▸ The task:
Report how many lines below contain the word "Lapierre". Give only the number.

---------- Supplied records

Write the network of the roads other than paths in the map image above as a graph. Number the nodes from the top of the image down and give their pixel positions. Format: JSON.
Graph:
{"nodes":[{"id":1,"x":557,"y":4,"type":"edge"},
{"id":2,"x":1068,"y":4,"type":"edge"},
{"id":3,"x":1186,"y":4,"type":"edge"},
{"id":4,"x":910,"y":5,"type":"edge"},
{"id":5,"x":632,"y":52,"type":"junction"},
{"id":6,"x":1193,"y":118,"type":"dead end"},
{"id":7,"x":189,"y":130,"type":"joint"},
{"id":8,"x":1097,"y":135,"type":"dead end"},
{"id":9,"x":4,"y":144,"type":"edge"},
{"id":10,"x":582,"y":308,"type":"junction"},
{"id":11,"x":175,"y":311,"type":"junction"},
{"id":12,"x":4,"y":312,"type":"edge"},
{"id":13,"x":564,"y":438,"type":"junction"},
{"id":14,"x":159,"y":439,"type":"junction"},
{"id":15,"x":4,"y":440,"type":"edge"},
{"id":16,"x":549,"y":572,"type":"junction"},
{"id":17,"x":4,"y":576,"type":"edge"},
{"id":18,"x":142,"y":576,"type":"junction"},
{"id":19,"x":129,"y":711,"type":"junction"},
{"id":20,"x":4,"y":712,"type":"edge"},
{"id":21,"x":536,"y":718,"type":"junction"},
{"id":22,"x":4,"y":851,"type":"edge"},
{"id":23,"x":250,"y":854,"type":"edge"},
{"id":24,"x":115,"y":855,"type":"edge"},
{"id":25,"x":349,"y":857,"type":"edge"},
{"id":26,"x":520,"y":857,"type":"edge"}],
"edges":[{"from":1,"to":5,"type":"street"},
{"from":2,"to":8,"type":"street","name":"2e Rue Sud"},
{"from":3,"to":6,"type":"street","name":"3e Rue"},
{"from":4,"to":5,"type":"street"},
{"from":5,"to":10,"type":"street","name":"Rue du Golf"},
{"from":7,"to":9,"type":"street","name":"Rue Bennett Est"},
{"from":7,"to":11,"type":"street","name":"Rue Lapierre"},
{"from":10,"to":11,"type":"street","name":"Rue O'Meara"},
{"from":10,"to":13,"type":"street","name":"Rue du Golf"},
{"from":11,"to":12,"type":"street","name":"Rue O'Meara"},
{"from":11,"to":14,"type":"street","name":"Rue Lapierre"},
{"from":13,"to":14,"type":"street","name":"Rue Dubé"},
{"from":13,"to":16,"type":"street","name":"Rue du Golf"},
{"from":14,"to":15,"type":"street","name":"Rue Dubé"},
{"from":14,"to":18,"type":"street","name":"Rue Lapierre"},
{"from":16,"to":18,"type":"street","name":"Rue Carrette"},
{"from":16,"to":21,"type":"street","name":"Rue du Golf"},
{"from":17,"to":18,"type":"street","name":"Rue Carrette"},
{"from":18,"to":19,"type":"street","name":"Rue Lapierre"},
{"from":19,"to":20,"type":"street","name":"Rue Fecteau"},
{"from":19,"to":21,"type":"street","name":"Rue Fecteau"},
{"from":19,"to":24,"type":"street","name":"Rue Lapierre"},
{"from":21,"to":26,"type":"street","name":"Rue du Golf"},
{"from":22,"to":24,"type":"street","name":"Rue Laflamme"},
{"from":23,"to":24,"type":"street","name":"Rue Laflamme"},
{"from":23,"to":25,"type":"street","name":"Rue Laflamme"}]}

--------------------

▸ Exercise solution:
5